Great-Kedro-Project # Parent directory of the template
├── conf            # Project configuration files
├── data            # Local project data (not committed to version control)
├── docs            # Project documentation
├── logs            # Project output logs (not committed to version control)
├── notebooks       # Project related Jupyter notebooks (can be used for experimental code before moving the code to src)
├── README.md       # Project README
├── setup.cfg       # Configuration options for `pytest` when doing `kedro test` and for the `isort` utility when doing `kedro lint`
├── src             # Project source code
    ├── great_kedro_project   
        ├── pipelines   
            ├── data_science
                ├── nodes.py
                ├── pipelines.py
                └── ...

You will use nodes.py and pipelines.py files in this quickstart.

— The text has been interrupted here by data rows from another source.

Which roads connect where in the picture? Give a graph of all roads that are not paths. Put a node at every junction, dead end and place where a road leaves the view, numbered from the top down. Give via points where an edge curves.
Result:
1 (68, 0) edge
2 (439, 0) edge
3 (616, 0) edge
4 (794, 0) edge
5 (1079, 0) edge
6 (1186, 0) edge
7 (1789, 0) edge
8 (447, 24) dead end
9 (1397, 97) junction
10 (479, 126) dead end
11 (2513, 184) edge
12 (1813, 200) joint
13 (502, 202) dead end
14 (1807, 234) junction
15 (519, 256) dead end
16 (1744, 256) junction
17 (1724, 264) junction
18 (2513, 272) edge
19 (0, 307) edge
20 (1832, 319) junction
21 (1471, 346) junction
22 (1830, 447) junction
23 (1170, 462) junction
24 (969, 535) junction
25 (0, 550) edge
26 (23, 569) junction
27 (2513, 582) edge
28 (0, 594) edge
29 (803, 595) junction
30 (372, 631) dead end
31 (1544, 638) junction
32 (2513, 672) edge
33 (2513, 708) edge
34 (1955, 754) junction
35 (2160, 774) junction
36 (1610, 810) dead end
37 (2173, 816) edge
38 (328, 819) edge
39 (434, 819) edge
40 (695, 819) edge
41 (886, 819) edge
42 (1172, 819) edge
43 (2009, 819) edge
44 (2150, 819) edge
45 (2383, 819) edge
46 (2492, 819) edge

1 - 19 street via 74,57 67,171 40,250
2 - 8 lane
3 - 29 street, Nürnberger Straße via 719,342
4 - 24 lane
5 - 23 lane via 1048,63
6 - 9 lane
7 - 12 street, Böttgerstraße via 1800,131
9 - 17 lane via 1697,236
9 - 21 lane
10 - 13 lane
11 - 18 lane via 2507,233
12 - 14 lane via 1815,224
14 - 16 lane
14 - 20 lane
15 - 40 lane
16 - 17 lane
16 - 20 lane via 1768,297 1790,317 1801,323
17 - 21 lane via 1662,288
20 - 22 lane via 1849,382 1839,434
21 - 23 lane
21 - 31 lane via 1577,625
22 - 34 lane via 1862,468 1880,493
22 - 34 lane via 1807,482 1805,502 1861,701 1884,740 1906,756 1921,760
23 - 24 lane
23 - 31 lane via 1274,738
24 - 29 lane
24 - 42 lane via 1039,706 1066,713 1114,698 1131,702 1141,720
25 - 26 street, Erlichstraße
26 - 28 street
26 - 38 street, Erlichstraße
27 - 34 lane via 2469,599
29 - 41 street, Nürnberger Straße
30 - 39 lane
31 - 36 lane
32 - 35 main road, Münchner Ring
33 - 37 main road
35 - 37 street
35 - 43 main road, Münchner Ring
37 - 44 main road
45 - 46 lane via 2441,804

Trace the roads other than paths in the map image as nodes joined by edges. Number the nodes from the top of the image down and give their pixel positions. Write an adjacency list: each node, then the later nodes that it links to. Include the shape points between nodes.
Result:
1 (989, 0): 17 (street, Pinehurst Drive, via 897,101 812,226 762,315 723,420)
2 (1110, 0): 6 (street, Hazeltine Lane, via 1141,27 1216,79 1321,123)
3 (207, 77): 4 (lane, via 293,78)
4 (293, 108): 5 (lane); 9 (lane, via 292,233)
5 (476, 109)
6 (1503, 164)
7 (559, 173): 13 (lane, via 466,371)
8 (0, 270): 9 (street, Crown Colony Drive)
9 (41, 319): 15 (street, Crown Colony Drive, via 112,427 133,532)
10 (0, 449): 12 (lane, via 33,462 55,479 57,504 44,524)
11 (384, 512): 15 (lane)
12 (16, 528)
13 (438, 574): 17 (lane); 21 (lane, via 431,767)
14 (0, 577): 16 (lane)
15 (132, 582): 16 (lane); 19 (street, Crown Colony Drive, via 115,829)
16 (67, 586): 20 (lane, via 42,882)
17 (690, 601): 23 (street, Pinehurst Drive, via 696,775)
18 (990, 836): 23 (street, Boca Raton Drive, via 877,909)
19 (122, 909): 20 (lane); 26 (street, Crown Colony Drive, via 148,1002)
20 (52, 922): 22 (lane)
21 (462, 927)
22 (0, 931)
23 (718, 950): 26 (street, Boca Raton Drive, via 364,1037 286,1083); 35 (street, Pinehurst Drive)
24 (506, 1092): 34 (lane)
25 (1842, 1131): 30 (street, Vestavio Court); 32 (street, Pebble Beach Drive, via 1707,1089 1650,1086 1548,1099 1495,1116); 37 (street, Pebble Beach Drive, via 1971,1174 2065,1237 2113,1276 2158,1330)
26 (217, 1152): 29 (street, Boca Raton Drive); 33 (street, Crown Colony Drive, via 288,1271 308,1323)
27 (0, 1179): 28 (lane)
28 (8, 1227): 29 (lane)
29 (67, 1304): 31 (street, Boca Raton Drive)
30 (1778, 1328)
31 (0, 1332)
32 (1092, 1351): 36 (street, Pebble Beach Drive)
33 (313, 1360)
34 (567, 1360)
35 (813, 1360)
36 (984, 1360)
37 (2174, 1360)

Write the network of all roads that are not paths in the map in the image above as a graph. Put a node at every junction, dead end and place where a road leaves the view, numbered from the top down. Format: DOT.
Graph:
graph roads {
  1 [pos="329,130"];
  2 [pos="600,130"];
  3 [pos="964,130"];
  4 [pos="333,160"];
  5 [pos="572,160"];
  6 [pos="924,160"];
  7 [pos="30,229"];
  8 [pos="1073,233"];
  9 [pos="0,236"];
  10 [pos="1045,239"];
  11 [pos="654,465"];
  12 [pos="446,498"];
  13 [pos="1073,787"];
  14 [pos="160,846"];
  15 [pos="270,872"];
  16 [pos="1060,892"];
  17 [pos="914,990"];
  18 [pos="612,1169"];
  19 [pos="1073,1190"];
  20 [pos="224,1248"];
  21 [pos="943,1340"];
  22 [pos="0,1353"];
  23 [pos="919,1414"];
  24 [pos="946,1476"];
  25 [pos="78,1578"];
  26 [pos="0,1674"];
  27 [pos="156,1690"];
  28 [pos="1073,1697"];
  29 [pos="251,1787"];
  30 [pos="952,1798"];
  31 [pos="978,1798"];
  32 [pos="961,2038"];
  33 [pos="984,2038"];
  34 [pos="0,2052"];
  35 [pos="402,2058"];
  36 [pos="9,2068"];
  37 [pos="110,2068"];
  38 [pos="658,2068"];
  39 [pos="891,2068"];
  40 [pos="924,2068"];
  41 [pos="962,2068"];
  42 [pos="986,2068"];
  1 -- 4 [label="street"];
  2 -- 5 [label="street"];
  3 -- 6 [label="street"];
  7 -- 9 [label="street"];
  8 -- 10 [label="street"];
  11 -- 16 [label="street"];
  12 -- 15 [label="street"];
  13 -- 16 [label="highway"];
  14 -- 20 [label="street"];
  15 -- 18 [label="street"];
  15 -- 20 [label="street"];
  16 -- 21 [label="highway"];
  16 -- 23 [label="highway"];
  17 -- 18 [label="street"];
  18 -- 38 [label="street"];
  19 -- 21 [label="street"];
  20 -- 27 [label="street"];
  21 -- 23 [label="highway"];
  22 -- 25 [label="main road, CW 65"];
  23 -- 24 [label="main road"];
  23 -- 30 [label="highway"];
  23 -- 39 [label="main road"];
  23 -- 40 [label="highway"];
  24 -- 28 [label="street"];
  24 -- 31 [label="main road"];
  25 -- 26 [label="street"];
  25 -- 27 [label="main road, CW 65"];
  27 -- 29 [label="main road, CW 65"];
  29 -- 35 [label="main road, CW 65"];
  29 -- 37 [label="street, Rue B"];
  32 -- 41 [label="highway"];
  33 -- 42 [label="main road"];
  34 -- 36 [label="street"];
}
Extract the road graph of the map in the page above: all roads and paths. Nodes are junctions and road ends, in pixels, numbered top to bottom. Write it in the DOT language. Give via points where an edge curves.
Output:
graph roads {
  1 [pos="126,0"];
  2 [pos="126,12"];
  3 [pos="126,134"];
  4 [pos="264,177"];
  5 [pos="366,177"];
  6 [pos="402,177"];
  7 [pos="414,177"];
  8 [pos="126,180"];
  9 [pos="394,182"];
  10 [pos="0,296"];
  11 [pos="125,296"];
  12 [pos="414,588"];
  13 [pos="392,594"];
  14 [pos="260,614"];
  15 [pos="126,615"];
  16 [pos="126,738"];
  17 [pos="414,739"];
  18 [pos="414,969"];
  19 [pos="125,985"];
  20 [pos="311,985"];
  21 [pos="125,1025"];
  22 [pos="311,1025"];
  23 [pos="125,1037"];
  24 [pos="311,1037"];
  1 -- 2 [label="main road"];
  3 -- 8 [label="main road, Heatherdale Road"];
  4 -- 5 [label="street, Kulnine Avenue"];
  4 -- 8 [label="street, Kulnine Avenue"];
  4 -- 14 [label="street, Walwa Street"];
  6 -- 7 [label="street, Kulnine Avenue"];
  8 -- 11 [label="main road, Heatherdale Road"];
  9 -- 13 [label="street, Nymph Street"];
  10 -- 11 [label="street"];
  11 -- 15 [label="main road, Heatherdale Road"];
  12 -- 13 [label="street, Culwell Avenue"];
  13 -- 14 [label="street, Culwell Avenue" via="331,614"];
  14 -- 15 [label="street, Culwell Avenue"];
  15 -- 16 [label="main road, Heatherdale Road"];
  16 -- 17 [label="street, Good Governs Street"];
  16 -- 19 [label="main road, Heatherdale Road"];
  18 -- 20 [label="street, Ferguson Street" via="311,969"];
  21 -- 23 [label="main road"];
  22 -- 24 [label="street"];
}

Step 2: Initialize kedro-neptune plugin

  • Go to your Kedro project directory and run
kedro neptune init

The command line will ask for your Neptune API token

  • Input your Neptune API token:
    • Press enter if it was set to the NEPTUNE_API_TOKEN environment variable
    • Pass a different environment variable to which you set your Neptune API token. For example MY_SPECIAL_NEPTUNE_TOKEN_VARIABLE
    • Pass your Neptune API token as a string

The command line will ask for your Neptune project name

  • Input your Neptune project name:
    • Press enter if it was set to the NEPTUNE_PROJECT environment variable
    • Pass a different environment variable to which you set your Neptune project name. For example MY_SPECIAL_NEPTUNE_PROJECT_VARIABLE
    • Pass your project name as a string in a format WORKSPACE/PROJECT

If everything was set up correctly you should:

  • see the message: "kedro-neptune plugin successfully configured"
  • see three new files in your kedro project:
    • Credentials file:YOUR_KEDRO_PROJECT/conf/local/credentials_neptune.yml
    • Config file:YOUR_KEDRO_PROJECT/conf/base/neptune.yml
    • Catalog file:YOUR_KEDRO_PROJECT/conf/base/neptune_catalog.yml

You can always go to those files and change the initial configuration.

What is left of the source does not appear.